* [Directions for this task]
If "every" shows up in a line of the material, return that line.

* [Information given]
▼▼▼

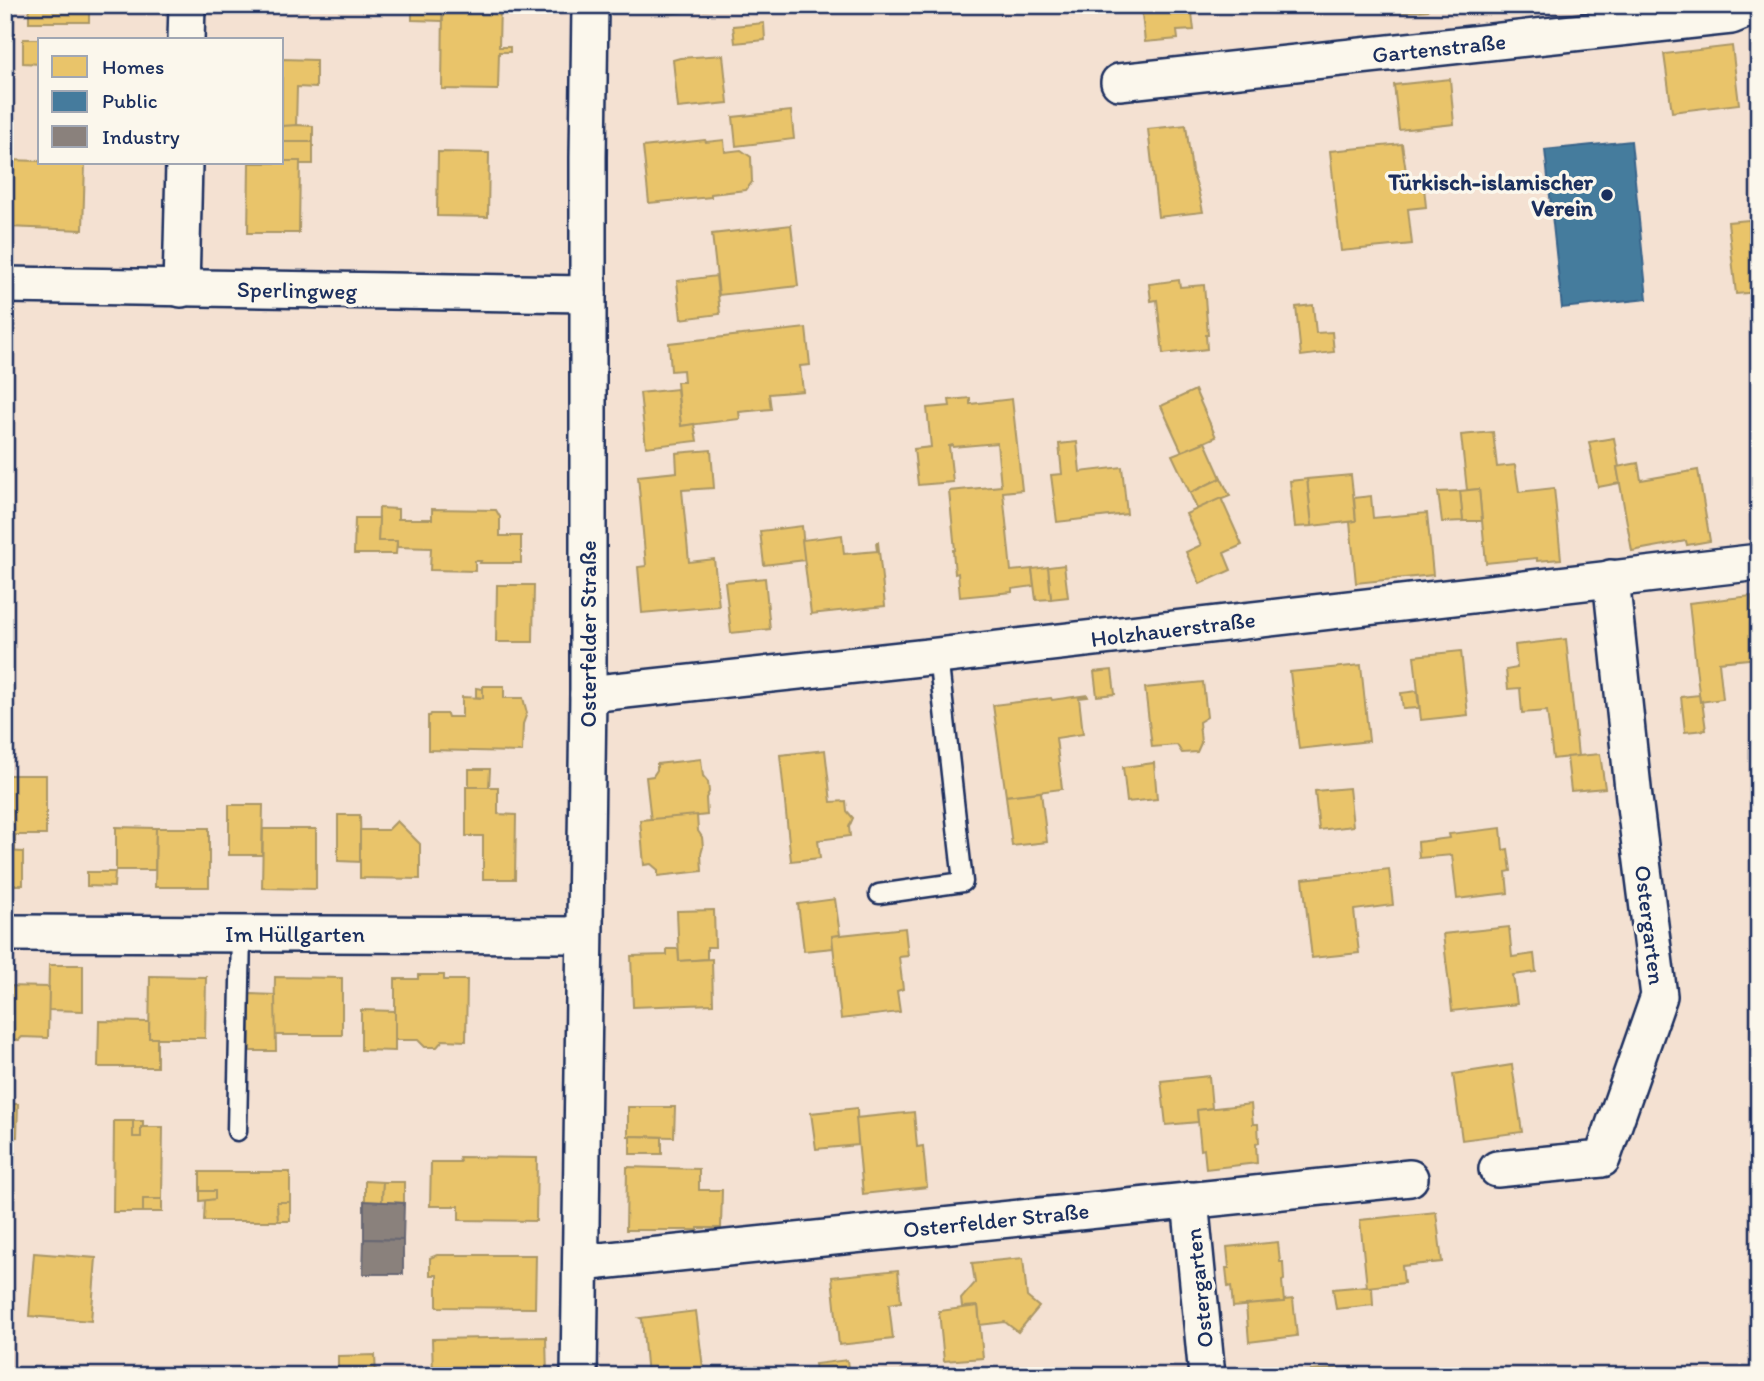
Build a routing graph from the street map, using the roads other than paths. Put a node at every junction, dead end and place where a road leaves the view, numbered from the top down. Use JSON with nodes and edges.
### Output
{"nodes":[{"id":1,"x":187,"y":5,"type":"edge"},
{"id":2,"x":590,"y":5,"type":"edge"},
{"id":3,"x":1758,"y":5,"type":"edge"},
{"id":4,"x":186,"y":38,"type":"edge"},
{"id":5,"x":1119,"y":82,"type":"dead end"},
{"id":6,"x":184,"y":164,"type":"edge"},
{"id":7,"x":5,"y":285,"type":"edge"},
{"id":8,"x":181,"y":289,"type":"junction"},
{"id":9,"x":588,"y":294,"type":"junction"},
{"id":10,"x":1759,"y":562,"type":"edge"},
{"id":11,"x":1611,"y":578,"type":"junction"},
{"id":12,"x":938,"y":656,"type":"junction"},
{"id":13,"x":588,"y":694,"type":"junction"},
{"id":14,"x":878,"y":894,"type":"dead end"},
{"id":15,"x":5,"y":933,"type":"edge"},
{"id":16,"x":241,"y":933,"type":"junction"},
{"id":17,"x":584,"y":935,"type":"junction"},
{"id":18,"x":237,"y":1131,"type":"dead end"},
{"id":19,"x":1497,"y":1169,"type":"dead end"},
{"id":20,"x":1410,"y":1178,"type":"dead end"},
{"id":21,"x":1190,"y":1200,"type":"junction"},
{"id":22,"x":581,"y":1263,"type":"junction"},
{"id":23,"x":579,"y":1376,"type":"edge"},
{"id":24,"x":1207,"y":1376,"type":"edge"}],
"edges":[{"from":1,"to":4,"type":"street"},
{"from":2,"to":9,"type":"street","name":"Osterfelder Straße"},
{"from":3,"to":5,"type":"street","name":"Gartenstraße"},
{"from":6,"to":8,"type":"street"},
{"from":7,"to":8,"type":"street","name":"Sperlingweg"},
{"from":8,"to":9,"type":"street","name":"Sperlingweg"},
{"from":9,"to":13,"type":"street","name":"Osterfelder Straße"},
{"from":10,"to":11,"type":"street","name":"Holzhauerstraße"},
{"from":11,"to":12,"type":"street","name":"Holzhauerstraße"},
{"from":11,"to":19,"type":"street","name":"Ostergarten"},
{"from":12,"to":13,"type":"street","name":"Holzhauerstraße"},
{"from":12,"to":14,"type":"lane"},
{"from":13,"to":17,"type":"street","name":"Osterfelder Straße"},
{"from":15,"to":16,"type":"street","name":"Im Hüllgarten"},
{"from":16,"to":17,"type":"street","name":"Im Hüllgarten"},
{"from":16,"to":18,"type":"lane"},
{"from":17,"to":22,"type":"street","name":"Osterfelder Straße"},
{"from":20,"to":21,"type":"street","name":"Osterfelder Straße"},
{"from":21,"to":22,"type":"street","name":"Osterfelder Straße"},
{"from":21,"to":24,"type":"street","name":"Ostergarten"},
{"from":22,"to":23,"type":"street","name":"Osterfelder Straße"}]}
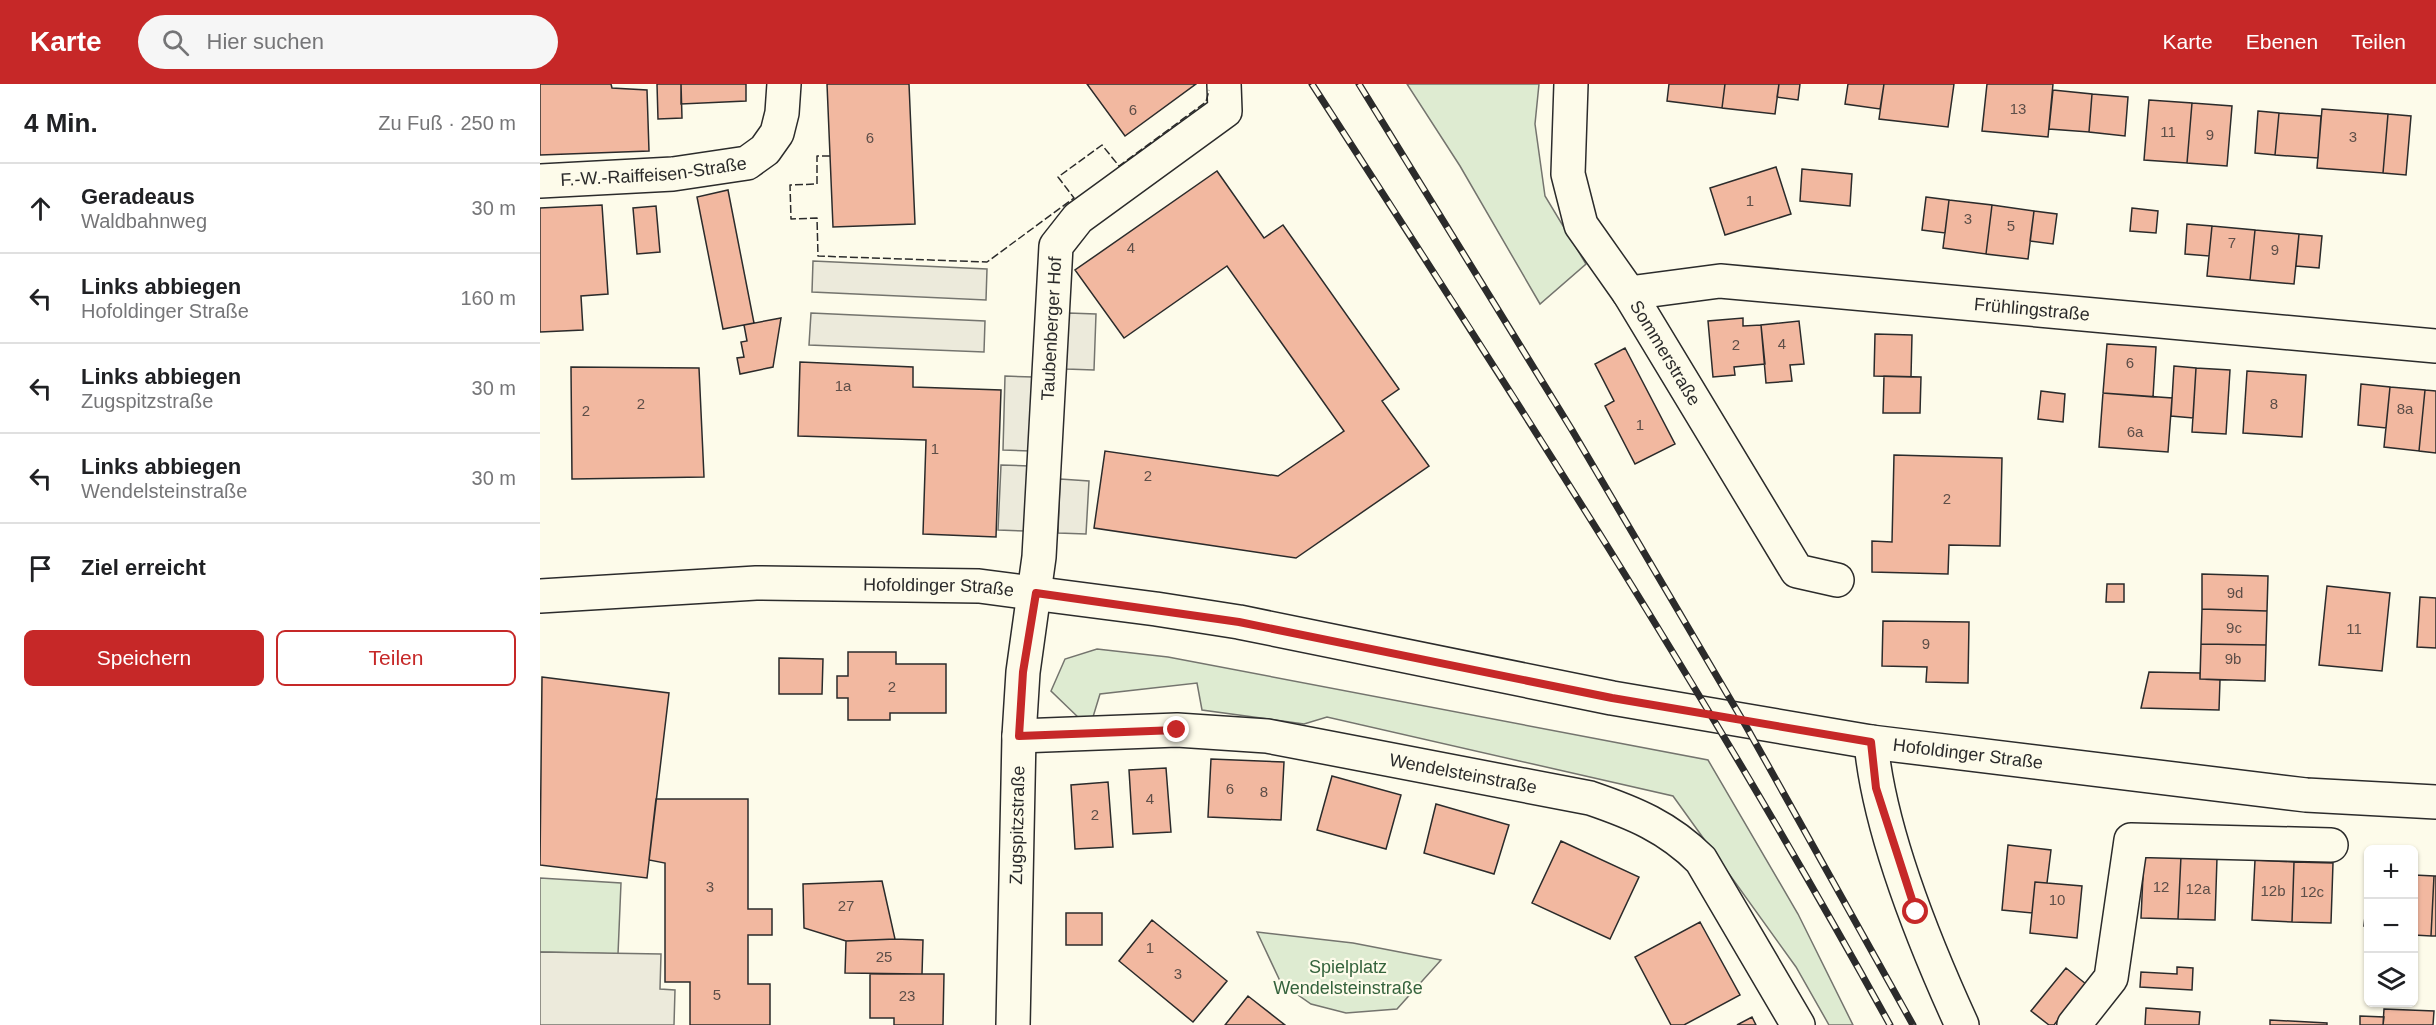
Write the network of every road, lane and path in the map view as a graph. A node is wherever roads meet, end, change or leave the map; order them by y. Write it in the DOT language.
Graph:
graph roads {
  1 [pos="784,84"];
  2 [pos="1571,84"];
  3 [pos="1225,98"];
  4 [pos="540,181"];
  5 [pos="1629,293"];
  6 [pos="2436,346"];
  7 [pos="1837,580"];
  8 [pos="1036,593"];
  9 [pos="540,596"];
  10 [pos="1019,736"];
  11 [pos="1871,742"];
  12 [pos="2436,802"];
  13 [pos="2331,846"];
  14 [pos="1013,1025"];
  15 [pos="1798,1025"];
  16 [pos="1962,1025"];
  17 [pos="2074,1025"];
  1 -- 4 [label="street, F.-W.-Raiffeisen-Straße"];
  2 -- 5 [label="street, Sommerstraße"];
  3 -- 8 [label="street, Taubenberger Hof"];
  5 -- 6 [label="street, Frühlingstraße"];
  5 -- 7 [label="street, Sommerstraße"];
  8 -- 9 [label="street, Hofoldinger Straße"];
  8 -- 10 [label="street, Zugspitzstraße"];
  8 -- 11 [label="street, Hofoldinger Straße"];
  10 -- 14 [label="street, Zugspitzstraße"];
  10 -- 15 [label="street, Wendelsteinstraße"];
  11 -- 12 [label="street, Hofoldinger Straße"];
  11 -- 16 [label="street"];
  13 -- 17 [label="street"];
}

▲▲▲

* [The completed task]
Build a routing graph from the street map, using the roads other than paths. Put a node at every junction, dead end and place where a road leaves the view, numbered from the top down. Use JSON with nodes and edges.
Write the network of every road, lane and path in the map view as a graph. A node is wherever roads meet, end, change or leave the map; order them by y. Write it in the DOT language.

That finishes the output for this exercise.